Boolean Abstraction for Temporal Logic Satisfiability

Increasing interest towards property based design calls for effective satisfiability procedures for expressive temporal logics, e.g. the IEEE standard Property Specification Language (PSL). In this paper, we propose a new approach to the satisfiability of PSL formulae; we follow recent approaches to decision procedures for Satisfiability Modulo Theory, typically applied to fragments of First Order Logic. The underlying intuition is to combine two interacting search mechanisms: on one side, we search for assignments that satisfy the Boolean abstraction of the problem; on the other, we invoke a solver for temporal satisfiability on the conjunction of temporal formulae corresponding to the assignment.
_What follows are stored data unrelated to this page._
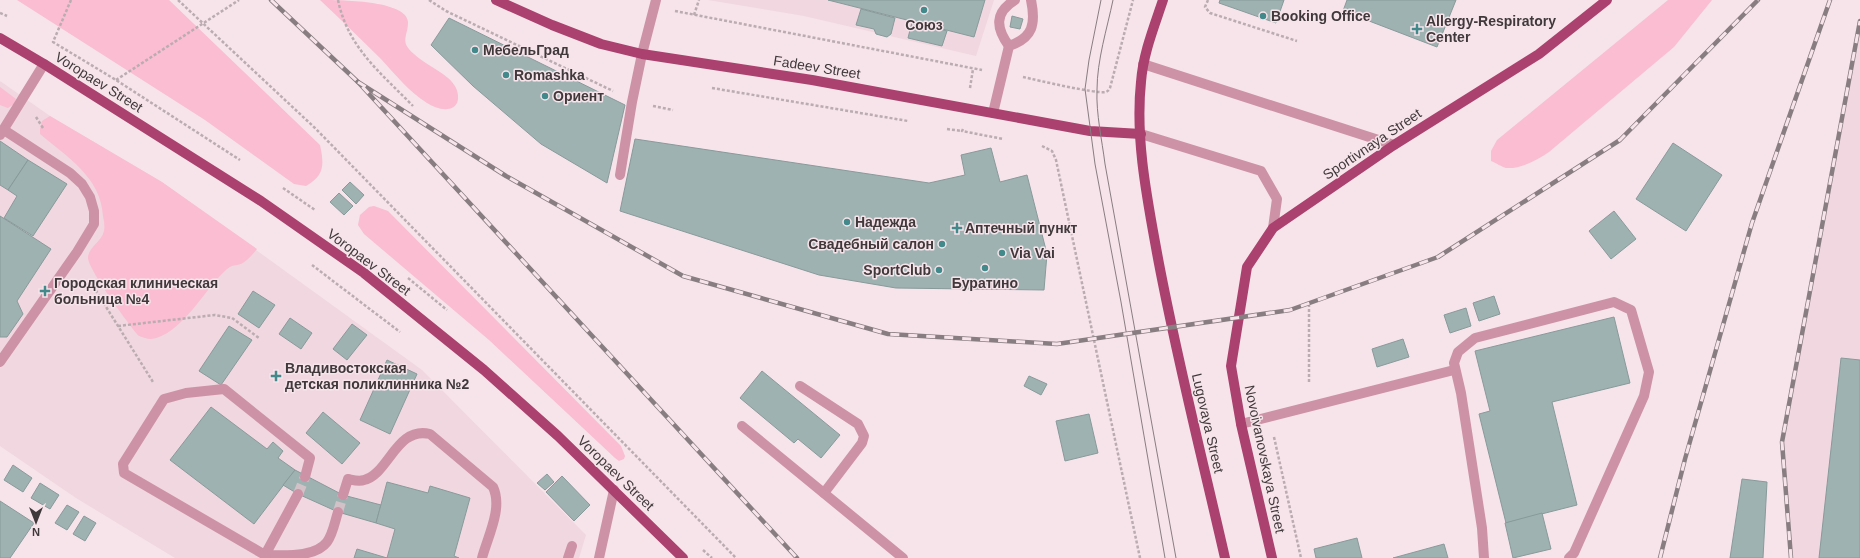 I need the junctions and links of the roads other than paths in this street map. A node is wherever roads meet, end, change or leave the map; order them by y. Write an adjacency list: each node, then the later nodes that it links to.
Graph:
1 (496, 0): 9 (main road, Fadeev Street)
2 (1015, 0): 8 (lane)
3 (1031, 0): 8 (lane)
4 (1162, 0): 11 (main road)
5 (1607, 0): 15 (main road, Sportivnaya Street)
6 (655, 4): 9 (lane)
7 (0, 38): 10 (main road, Voropaev Street)
8 (1009, 46): 12 (lane)
9 (642, 54): 12 (main road, Fadeev Street); 16 (lane)
10 (44, 64): 13 (lane); 25 (main road, Voropaev Street)
11 (1143, 64): 14 (main road); 15 (lane)
12 (993, 113): 14 (main road, Fadeev Street)
13 (2, 133): 18 (lane)
14 (1141, 134): 17 (lane); 37 (main road, Lugovaya Street)
15 (1394, 145): 17 (main road, Sportivnaya Street)
16 (620, 176)
17 (1273, 228): 19 (main road, Sportivnaya Street)
18 (0, 362)
19 (1231, 366): 22 (main road, Novoivanovskaya Street)
20 (1454, 370): 22 (lane); 39 (lane); 40 (lane)
21 (800, 386): 26 (lane)
22 (1241, 424): 38 (main road, Novoivanovskaya Street)
23 (742, 426): 26 (lane)
24 (305, 477): 31 (lane)
25 (614, 490): 34 (lane); 35 (main road, Voropaev Street)
26 (824, 493): 36 (lane)
27 (298, 494): 31 (lane)
28 (344, 494): 32 (lane)
29 (338, 512): 31 (lane)
30 (572, 546): 33 (lane)
31 (266, 556)
32 (482, 558)
33 (568, 558)
34 (599, 558)
35 (683, 558)
36 (903, 558)
37 (1225, 558)
38 (1272, 558)
39 (1484, 558)
40 (1569, 558)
Within this framework, we explore two directions. First, given the fixed polarity of each constraint in the theory solver, aggressive simplifications can be applied. Second, we analyze the idea of conflict reconstruction: whenever a satisfying assignment at the level of the Boolean abstraction results in a temporally unsatisfiable problem, we identify inconsistent subsets that can be used to rule out possibly many other assignments. We propose two methods to extract conflict sets on conjunctions of temporal formulae (one based on BDD-based Model Checking, and one based on SAT-based Simple Bounded Model Checking). We analyze the limits and the merits of the approach with a thorough experimental evaluation.